I have mixed feelings. There were a lot of things I absolutely loved about TSS, and I'll be making a post on that in the other thread as soon as I get my thoughts together, but I also spent about 60% of the game in a furious rage. It kept on switching between blaming this, that and the other for it, but it finally clicked what is, to me, the biggest problem with TSS after I screamed at More Fluff for the nth time.
Fluff, as an element, drove me absolutely
crazy. I could not figure it out, I had no real idea how it functioned, and every fluff room just seemed designed to be a special kind of hell. And then I came to the forums, read a post that summarised the movement and growth rules of fluff, and suddenly the level was
incredibly fun. And that really is the core problem with TSS; the new elements, as fantastically fun as most of them can be, are largely introduced badly, which is especially surprising as JtRH and TCB were so good about introducing new elements slowly and clearly, reinforcing the rules multiple times. I can understand how this happened -- building the game gives you so much familiarity you just start to forget how to learn the basics -- but it turns a lot of what could be fantastically fun puzzles into teeth-grinding hell until you finally develop enough of an understanding to "
get"
the element.

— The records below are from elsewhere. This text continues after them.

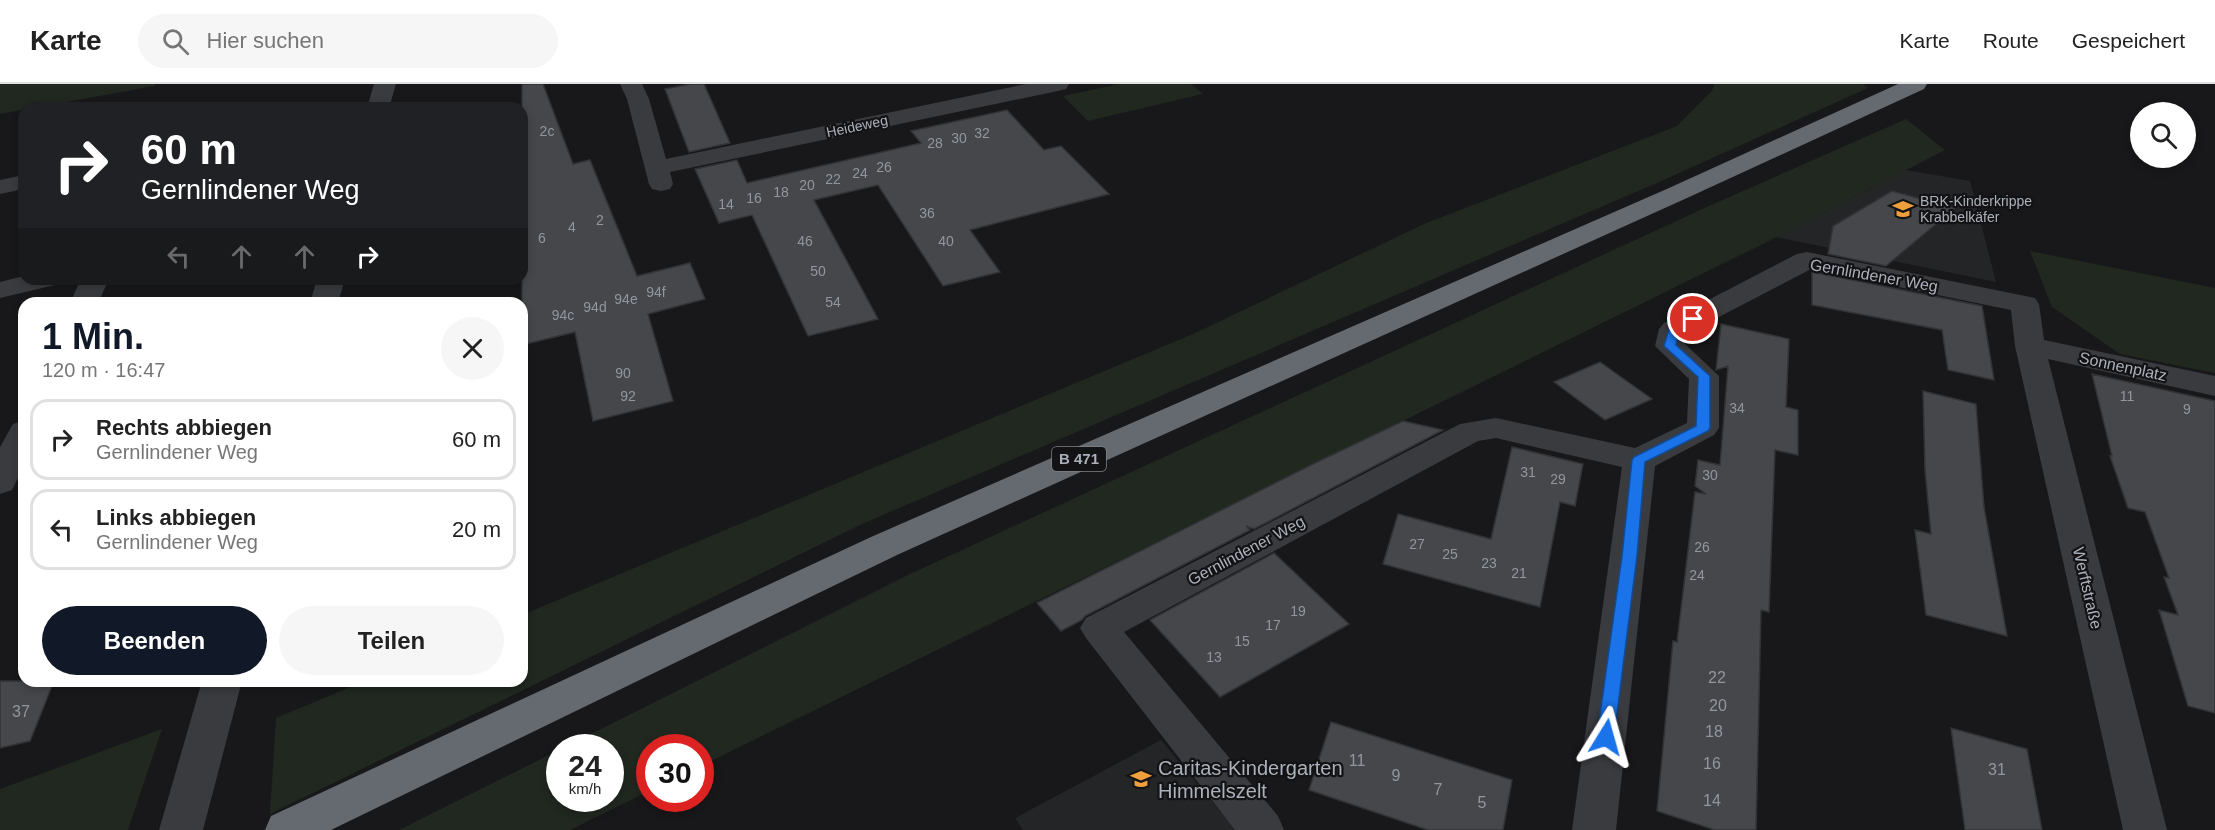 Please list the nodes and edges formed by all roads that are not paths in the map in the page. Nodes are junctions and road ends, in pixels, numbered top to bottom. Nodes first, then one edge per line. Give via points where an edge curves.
1 (385, 84) edge
2 (631, 84) edge
3 (1058, 84) edge
4 (1916, 84) edge
5 (378, 102) edge
6 (18, 183) edge
7 (0, 187) edge
8 (20, 285) edge
9 (0, 290) edge
10 (2025, 304) joint
11 (2030, 346) junction
12 (2215, 386) edge
13 (18, 444) edge
14 (1639, 460) junction
15 (0, 482) edge
16 (220, 687) edge
17 (180, 830) edge
18 (287, 830) edge
19 (1262, 830) edge
20 (1594, 830) edge
21 (2145, 830) edge

1 - 5 street
2 - 3 street, Heideweg via 658,176
4 - 18 highway, B 471 via 884,546
6 - 7 street
8 - 9 street
10 - 11 street, Werftstraße
10 - 14 street, Gernlindener Weg via 1807,260 1674,329 1670,346 1704,376 1703,428
11 - 12 street, Sonnenplatz
11 - 21 street, Werftstraße
13 - 15 street
14 - 19 street, Gernlindener Weg via 1496,428 1471,431 1099,628
14 - 20 street
16 - 17 street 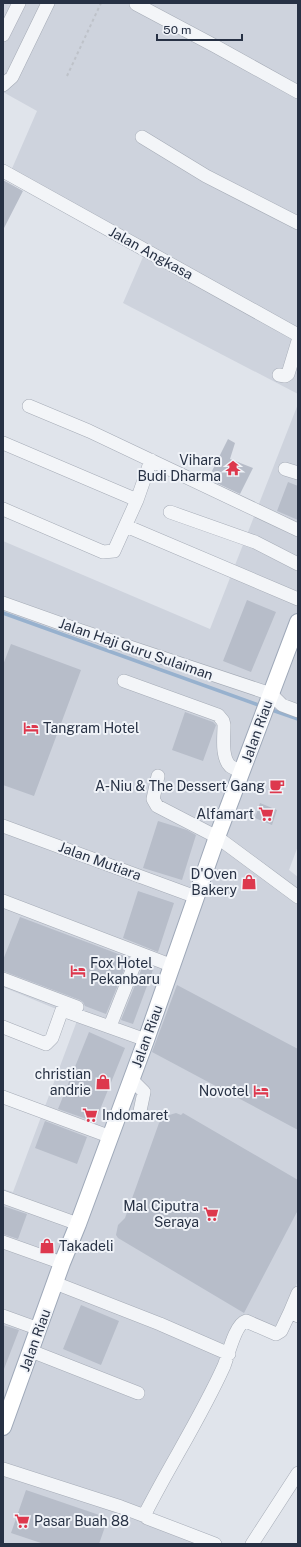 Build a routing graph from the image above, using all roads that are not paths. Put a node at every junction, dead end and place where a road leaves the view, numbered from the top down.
1 (19, 3) edge
2 (48, 3) edge
3 (136, 4) edge
4 (3, 35) edge
5 (3, 85) edge
6 (298, 92) edge
7 (142, 137) dead end
8 (3, 171) edge
9 (298, 223) edge
10 (298, 335) edge
11 (298, 341) edge
12 (279, 375) dead end
13 (29, 406) dead end
14 (3, 443) edge
15 (151, 460) junction
16 (285, 469) dead end
17 (298, 473) edge
18 (137, 500) junction
19 (3, 509) edge
20 (170, 512) dead end
21 (126, 526) junction
22 (298, 530) edge
23 (298, 564) edge
24 (298, 599) edge
25 (3, 603) edge
26 (298, 622) edge
27 (124, 681) dead end
28 (268, 701) junction
29 (298, 711) edge
30 (242, 772) junction
31 (158, 776) dead end
32 (3, 826) edge
33 (217, 837) junction
34 (196, 897) junction
35 (298, 897) edge
36 (3, 901) edge
37 (139, 952) junction
38 (172, 966) junction
39 (3, 979) edge
40 (112, 1021) junction
41 (3, 1027) edge
42 (147, 1037) junction
43 (132, 1079) junction
44 (3, 1097) edge
45 (140, 1111) dead end
46 (111, 1137) junction
47 (3, 1196) edge
48 (78, 1224) junction
49 (3, 1242) edge
50 (62, 1263) junction
51 (55, 1283) junction
52 (298, 1293) edge
53 (294, 1314) edge
54 (3, 1316) edge
55 (39, 1329) junction
56 (31, 1351) junction
57 (229, 1354) junction
58 (138, 1393) dead end
59 (6, 1410) edge
60 (3, 1427) edge
61 (3, 1469) edge
62 (298, 1472) edge
63 (145, 1516) junction
64 (215, 1544) edge
65 (252, 1544) edge

1 - 4 street
2 - 5 street
3 - 6 street
7 - 9 street
8 - 10 street, Jalan Angkasa
11 - 12 street
13 - 15 street
14 - 18 street
15 - 18 street
15 - 22 street
16 - 17 street
18 - 21 street
19 - 21 street
20 - 23 street
21 - 24 street
25 - 28 street, Jalan Haji Guru Sulaiman
26 - 28 main road, Jalan Riau
27 - 30 street
28 - 29 street
28 - 30 main road, Jalan Riau
30 - 33 main road, Jalan Riau
31 - 33 street
32 - 34 street, Jalan Mutiara
33 - 34 main road, Jalan Riau
33 - 35 street
34 - 38 main road, Jalan Riau
36 - 37 street
37 - 38 street
37 - 40 street
38 - 42 main road, Jalan Riau
39 - 40 street
40 - 42 street
41 - 42 street
42 - 43 main road, Jalan Riau
43 - 45 street
43 - 46 main road, Jalan Riau
44 - 46 street
46 - 48 main road, Jalan Riau
47 - 48 street
48 - 50 main road, Jalan Riau
49 - 50 street
50 - 51 main road, Jalan Riau
51 - 55 main road, Jalan Riau
51 - 57 street
52 - 53 street
53 - 57 street
54 - 55 street
55 - 56 main road, Jalan Riau
56 - 58 street
56 - 59 main road, Jalan Riau
57 - 63 street
59 - 60 main road, Jalan Riau
61 - 63 street
62 - 65 street
63 - 64 street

I had similar problems with Temporal Aumtlichs, and with temporal split tokens I had a probably-just-me problem where other games with similar mechanics I've played always have the duplicate stop functioning after being disrupted by something, so I spent a lot of those rooms assuming that knocking the duplicate with a stick or getting in its way would completely stop it in its tracks.
Not all elements had this problem; gentryii were very easy to understand even if mastering them took some experimenting, cabers were a bit too obscure at first but got sensible quick, the staff was immediately intuitive, and the dagger levels were all just serious fun, as we'd had a few games to teach us about unarmed movement and now we just built on that. The spike and fire traps were excellently introduced and quite clear. But fluff, constructs, most of the time travel subtleties, and to a certain degree some of the weapons would have seriously benefitted from more explicit and slower introductions to their implications before tossing the really hard puzzles at us.
The only other thing that really bothers me is the lack of full explanation about
Click here to view the secret text
×Ironk and the Pit Thing
. However, from a writing standpoint, I completely understand this choice, and am trying to follow that one scroll's advice of just assuming They Are. Still, I would jump all over a potential future game that finally explained who and what that was all about, and more about the nature of the Eighth.